Marriage Awakening - Emotional Intelligence - EQ

Increasing Emotional Intelligence Through Self Awareness

Marriage Awakening - Emotional Intelligence - EQ

Have you ever known someone, a friend or relative maybe, that lives their life purely by how they feel?  They make important decisions in the heat of the moment and wonder why things never work out for them.  This is also the kind of person who always blurts out the first thought that pops into their head and then follows it up with something like, “That’s just who I am, I don’t have any filter, deal with it”.  While this behavior can be fun for that person or even comical to the rest of us, it can also be very dangerous in terms of relationships.  Much like making a bad decision due to a lack of knowledge will certainly have it’s consequences, poorly chosen words or actions due to a lack of emotional intelligence can lead to the destruction of a relationship.

Emotional Intelligence or Emotional Quotient (EQ) is the capability of someone to recognize their own thoughts, feelings, and emotions as well as other people’s feelings and emotions.  There are basically three beings that we interact with and they are: ourselves, other people, and God.  That means that there is a corresponding EQ component for each of these areas.  Your measure of EQ correlates directly with your ability to apply that emotional information that guides your thinking and your behavior.  Now, we can have all the information in the world, but if we don’t apply it or act on that information then we really aren’t intelligent in that area after all.
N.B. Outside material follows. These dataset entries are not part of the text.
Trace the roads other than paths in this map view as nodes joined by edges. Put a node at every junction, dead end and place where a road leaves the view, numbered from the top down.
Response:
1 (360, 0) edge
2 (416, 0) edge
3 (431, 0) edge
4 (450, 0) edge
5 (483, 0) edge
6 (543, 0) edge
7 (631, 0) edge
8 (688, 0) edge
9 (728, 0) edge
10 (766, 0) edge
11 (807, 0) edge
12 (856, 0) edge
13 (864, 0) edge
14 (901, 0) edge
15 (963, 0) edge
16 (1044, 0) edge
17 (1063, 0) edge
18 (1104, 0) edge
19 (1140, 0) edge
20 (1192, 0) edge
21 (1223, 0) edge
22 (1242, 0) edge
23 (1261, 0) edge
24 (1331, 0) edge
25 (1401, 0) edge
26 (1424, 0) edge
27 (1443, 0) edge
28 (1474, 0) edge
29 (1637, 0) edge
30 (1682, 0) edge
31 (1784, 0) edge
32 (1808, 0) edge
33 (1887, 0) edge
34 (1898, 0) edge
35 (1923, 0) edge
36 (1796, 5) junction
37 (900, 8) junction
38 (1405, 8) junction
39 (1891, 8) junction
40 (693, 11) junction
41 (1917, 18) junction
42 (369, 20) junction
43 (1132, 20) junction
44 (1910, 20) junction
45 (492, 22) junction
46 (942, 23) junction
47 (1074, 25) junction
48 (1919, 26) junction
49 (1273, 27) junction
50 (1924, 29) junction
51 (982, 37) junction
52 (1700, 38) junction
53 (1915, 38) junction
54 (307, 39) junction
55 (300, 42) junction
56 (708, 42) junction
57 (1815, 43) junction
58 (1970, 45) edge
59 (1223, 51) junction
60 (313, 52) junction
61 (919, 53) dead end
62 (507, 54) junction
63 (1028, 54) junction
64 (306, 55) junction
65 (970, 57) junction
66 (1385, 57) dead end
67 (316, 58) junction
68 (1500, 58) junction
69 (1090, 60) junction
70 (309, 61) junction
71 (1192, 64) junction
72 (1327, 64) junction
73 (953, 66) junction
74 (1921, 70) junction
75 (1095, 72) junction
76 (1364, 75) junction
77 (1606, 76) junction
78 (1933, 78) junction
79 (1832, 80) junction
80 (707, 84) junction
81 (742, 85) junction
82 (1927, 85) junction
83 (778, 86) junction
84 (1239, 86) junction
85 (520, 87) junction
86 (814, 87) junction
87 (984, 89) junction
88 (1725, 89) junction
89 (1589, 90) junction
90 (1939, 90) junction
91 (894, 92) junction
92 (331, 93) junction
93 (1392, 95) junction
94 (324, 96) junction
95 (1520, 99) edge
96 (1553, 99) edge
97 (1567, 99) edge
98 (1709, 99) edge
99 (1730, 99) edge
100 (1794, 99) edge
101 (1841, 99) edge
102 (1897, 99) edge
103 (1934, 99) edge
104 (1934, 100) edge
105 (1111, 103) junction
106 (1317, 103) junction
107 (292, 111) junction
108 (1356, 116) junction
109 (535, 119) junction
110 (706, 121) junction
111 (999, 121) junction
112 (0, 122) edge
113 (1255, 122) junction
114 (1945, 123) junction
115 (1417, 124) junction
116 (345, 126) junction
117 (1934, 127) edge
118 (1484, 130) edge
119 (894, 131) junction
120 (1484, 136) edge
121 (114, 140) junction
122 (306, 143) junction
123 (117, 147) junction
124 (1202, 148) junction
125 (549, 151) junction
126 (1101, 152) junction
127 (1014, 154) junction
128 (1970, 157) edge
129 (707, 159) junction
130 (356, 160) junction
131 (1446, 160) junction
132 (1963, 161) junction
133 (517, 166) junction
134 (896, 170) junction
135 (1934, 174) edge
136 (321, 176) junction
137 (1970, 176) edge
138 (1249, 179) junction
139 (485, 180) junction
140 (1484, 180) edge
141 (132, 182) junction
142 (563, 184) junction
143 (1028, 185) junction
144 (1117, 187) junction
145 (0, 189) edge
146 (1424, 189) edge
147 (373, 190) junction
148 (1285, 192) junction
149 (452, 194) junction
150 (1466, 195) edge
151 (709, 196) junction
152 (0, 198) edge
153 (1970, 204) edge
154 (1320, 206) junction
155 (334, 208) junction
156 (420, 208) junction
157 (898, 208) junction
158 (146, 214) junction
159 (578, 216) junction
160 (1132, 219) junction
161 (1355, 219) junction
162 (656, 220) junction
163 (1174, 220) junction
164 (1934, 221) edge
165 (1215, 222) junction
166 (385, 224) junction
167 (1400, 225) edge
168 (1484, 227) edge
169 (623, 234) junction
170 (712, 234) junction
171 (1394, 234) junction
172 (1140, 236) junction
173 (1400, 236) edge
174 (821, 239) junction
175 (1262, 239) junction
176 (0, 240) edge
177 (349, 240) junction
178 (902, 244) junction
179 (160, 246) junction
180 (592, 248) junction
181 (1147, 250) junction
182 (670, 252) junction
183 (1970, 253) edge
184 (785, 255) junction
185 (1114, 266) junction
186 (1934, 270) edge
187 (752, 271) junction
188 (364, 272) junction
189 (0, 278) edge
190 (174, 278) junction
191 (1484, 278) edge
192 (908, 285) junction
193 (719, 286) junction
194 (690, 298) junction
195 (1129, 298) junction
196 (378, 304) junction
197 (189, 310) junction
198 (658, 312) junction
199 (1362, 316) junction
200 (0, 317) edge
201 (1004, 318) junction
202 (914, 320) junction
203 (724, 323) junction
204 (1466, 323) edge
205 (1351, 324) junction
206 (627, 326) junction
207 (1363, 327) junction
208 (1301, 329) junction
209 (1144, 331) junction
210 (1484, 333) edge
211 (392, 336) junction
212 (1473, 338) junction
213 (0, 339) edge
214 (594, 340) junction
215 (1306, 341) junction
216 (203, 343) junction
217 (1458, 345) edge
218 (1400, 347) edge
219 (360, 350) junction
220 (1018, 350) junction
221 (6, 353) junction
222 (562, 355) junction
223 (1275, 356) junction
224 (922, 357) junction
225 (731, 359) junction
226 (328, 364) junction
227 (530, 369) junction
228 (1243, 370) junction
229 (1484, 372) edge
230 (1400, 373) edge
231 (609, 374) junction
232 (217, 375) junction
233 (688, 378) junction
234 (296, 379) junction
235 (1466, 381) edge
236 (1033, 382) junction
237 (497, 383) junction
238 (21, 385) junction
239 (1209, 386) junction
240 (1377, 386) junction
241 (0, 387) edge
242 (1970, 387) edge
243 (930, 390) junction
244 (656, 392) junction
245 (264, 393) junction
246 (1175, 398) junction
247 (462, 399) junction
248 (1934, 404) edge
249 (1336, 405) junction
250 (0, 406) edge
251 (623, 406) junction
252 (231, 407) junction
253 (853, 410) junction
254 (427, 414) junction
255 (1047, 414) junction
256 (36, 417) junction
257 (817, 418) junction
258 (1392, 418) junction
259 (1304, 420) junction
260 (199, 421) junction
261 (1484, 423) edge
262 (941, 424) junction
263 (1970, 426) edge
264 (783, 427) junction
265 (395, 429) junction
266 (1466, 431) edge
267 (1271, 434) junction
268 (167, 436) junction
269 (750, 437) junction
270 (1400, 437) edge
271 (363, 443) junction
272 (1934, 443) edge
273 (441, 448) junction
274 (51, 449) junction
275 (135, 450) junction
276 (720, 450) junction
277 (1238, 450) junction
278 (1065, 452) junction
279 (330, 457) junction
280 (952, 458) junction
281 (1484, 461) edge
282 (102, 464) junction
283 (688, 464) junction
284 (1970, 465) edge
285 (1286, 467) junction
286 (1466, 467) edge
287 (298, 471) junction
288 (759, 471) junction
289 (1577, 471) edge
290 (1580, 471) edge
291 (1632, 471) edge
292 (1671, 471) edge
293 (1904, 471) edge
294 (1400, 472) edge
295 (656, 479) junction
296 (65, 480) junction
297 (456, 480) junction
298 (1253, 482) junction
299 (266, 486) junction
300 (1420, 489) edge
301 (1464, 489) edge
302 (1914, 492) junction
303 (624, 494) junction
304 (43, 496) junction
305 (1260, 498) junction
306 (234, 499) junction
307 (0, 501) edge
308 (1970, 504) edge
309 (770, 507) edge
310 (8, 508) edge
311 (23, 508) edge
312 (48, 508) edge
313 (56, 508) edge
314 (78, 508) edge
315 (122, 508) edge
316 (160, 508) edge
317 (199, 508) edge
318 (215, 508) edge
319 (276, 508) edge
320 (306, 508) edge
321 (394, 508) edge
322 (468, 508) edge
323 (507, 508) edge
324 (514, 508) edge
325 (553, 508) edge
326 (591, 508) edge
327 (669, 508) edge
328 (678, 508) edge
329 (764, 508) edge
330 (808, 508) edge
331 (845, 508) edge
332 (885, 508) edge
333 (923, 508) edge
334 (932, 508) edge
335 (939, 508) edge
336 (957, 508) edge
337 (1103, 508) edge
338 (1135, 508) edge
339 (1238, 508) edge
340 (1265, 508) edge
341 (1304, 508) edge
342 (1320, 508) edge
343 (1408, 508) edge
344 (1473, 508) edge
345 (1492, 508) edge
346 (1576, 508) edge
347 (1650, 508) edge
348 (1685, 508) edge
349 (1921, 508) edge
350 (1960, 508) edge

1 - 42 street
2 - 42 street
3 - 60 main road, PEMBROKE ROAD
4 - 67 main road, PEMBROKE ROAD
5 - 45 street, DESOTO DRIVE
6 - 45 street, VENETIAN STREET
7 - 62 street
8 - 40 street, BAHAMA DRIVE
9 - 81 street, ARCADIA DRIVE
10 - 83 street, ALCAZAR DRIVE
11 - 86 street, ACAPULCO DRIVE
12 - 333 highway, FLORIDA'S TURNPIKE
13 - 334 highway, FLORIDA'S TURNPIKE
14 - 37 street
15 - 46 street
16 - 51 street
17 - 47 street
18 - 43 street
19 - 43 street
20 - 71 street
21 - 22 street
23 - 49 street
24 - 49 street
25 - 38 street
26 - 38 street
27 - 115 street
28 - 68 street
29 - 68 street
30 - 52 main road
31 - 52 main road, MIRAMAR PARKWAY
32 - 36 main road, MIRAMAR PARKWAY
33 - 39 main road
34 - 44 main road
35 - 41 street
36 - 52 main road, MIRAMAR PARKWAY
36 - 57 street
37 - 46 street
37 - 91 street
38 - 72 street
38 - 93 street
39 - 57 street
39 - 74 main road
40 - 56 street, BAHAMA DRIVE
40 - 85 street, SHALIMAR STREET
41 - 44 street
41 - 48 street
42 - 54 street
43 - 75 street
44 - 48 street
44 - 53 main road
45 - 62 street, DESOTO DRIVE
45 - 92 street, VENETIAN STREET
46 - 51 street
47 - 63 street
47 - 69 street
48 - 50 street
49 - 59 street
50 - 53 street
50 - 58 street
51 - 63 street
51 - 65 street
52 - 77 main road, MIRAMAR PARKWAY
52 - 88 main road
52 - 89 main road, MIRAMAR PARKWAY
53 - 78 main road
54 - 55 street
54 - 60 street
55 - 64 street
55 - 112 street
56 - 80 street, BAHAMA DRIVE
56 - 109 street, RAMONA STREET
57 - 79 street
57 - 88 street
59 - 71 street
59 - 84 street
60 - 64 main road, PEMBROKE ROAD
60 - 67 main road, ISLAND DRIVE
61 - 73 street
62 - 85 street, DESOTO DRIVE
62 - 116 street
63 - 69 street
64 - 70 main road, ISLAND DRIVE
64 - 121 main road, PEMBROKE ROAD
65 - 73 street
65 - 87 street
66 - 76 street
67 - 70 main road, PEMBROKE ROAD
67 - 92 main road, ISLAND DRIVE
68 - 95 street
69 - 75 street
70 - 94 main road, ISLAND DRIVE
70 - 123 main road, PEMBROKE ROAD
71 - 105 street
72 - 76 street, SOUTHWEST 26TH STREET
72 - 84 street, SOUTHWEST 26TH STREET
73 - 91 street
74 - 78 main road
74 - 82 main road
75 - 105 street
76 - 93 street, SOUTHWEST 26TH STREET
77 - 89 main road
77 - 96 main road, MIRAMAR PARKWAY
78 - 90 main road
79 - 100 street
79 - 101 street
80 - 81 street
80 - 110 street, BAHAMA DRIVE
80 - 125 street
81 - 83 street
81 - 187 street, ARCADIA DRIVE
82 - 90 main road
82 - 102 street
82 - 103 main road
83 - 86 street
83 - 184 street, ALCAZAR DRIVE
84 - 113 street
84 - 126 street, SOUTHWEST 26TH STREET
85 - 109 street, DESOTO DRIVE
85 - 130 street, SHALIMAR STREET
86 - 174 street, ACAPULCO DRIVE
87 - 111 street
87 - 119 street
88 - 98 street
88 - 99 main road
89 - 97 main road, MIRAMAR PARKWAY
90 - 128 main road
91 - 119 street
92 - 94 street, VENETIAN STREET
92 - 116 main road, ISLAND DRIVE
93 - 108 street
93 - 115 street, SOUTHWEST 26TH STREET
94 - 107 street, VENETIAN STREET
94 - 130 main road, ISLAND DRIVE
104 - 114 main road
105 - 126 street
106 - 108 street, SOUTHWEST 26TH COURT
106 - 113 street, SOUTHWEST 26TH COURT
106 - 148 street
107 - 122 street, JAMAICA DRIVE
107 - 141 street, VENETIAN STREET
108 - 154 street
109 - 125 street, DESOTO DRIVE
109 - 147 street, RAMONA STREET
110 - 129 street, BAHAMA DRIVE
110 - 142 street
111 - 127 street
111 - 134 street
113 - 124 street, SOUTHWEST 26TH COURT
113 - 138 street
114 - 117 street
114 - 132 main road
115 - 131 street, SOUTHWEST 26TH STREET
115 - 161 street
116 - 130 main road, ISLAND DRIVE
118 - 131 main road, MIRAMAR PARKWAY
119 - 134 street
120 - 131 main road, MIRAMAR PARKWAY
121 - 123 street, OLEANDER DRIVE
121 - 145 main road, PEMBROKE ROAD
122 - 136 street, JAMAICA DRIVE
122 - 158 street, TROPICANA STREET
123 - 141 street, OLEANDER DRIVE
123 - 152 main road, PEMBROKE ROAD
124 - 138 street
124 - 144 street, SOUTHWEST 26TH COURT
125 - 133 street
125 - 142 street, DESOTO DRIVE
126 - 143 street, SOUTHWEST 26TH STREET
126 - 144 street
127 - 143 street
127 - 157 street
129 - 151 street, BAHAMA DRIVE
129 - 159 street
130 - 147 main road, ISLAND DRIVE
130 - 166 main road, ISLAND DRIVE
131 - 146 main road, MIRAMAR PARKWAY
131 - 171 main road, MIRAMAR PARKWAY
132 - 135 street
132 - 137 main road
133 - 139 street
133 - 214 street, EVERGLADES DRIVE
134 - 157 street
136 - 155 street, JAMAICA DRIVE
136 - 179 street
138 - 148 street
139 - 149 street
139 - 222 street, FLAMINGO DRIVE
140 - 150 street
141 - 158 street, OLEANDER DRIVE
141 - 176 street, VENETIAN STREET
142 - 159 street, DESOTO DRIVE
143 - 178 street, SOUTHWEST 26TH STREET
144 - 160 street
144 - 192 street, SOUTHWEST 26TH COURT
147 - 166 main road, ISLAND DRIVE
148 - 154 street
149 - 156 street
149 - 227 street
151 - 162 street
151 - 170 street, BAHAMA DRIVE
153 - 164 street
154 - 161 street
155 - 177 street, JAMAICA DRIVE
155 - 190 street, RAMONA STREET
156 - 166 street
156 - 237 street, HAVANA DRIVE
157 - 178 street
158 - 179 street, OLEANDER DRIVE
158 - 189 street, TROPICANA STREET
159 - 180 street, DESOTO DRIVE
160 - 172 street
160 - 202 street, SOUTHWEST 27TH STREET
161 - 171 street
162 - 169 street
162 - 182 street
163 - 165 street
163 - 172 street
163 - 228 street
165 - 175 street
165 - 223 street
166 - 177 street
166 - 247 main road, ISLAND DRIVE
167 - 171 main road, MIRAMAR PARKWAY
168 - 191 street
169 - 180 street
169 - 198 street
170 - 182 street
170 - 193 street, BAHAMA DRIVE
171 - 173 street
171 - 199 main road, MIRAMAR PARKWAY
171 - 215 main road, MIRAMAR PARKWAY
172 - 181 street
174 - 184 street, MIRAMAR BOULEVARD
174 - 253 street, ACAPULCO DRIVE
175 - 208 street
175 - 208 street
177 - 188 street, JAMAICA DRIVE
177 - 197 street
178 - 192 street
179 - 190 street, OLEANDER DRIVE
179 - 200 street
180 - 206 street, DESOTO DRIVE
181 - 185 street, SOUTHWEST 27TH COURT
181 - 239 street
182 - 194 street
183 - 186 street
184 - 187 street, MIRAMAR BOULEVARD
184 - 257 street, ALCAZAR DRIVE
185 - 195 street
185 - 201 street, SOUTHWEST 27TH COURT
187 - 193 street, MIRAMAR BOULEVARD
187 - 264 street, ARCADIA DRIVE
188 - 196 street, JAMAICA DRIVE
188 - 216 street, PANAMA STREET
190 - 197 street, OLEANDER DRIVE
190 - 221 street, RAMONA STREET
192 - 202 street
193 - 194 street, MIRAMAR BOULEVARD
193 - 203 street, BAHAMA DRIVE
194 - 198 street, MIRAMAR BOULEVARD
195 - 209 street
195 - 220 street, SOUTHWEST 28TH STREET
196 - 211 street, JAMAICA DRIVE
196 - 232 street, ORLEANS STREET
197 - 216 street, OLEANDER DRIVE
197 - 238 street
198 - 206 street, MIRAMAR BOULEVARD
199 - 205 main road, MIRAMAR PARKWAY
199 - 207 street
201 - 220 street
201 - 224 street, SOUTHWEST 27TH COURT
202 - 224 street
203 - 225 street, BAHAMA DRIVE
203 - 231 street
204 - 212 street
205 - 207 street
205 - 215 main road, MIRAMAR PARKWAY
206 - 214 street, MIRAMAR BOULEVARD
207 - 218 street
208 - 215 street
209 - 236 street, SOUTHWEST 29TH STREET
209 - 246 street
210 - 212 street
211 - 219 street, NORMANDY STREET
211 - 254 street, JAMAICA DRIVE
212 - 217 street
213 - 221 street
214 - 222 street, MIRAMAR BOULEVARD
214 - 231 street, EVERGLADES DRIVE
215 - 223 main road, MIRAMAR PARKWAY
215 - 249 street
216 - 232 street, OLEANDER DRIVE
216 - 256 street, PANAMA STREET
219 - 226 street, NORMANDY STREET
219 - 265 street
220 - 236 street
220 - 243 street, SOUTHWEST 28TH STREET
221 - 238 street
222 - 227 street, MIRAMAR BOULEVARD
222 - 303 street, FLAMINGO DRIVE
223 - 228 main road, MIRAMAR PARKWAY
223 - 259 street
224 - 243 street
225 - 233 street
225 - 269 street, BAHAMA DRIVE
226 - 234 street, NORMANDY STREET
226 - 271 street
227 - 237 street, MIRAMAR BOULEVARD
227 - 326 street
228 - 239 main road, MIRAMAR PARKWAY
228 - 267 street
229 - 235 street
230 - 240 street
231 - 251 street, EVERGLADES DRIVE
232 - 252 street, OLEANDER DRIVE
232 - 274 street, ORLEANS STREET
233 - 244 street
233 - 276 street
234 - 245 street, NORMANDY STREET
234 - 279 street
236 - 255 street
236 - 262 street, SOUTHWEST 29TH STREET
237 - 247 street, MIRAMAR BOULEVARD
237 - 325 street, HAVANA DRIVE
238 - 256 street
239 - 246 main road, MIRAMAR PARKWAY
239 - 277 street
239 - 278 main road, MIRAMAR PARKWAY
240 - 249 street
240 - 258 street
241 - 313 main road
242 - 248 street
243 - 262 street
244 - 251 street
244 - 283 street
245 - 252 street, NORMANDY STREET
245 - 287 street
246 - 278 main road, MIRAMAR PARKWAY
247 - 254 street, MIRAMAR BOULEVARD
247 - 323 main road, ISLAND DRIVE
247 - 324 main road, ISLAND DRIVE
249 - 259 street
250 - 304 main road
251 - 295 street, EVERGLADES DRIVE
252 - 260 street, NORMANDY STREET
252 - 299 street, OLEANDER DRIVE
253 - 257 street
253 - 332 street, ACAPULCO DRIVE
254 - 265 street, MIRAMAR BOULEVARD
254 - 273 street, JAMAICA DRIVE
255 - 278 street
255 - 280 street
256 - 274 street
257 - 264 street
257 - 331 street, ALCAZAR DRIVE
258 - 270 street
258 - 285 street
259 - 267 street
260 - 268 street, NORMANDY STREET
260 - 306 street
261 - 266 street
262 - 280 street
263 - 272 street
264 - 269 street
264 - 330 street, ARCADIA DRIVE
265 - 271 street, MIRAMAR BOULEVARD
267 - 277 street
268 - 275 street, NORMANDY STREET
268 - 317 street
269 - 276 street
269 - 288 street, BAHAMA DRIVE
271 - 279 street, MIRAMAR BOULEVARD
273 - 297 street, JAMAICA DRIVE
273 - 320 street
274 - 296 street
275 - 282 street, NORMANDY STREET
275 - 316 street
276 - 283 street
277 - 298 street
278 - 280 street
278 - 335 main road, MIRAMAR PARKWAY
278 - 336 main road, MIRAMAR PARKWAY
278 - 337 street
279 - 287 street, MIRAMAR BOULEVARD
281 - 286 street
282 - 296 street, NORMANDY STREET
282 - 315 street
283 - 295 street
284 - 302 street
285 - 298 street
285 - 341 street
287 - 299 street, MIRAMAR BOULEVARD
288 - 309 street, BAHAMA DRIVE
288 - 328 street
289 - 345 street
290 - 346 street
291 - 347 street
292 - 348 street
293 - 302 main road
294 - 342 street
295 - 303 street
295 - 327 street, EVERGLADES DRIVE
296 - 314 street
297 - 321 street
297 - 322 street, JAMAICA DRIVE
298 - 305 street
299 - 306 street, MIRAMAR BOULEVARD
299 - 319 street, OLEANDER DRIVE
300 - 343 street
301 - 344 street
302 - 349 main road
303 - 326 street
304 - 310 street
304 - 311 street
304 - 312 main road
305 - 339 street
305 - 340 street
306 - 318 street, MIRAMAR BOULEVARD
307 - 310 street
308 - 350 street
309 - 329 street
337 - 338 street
When we become Christ followers, we begin to be aware of our identity in Christ.  That identity is of course who He uniquely made us to be.  This revelation of identity equips us to be more emotionally intelligent, which then leads us to the first component of EQ called self-awareness.  In the post today we will discuss the first of the three components of EQ, which is self awareness.  Later, we will discuss the other two components of EQ, social awareness and God awareness.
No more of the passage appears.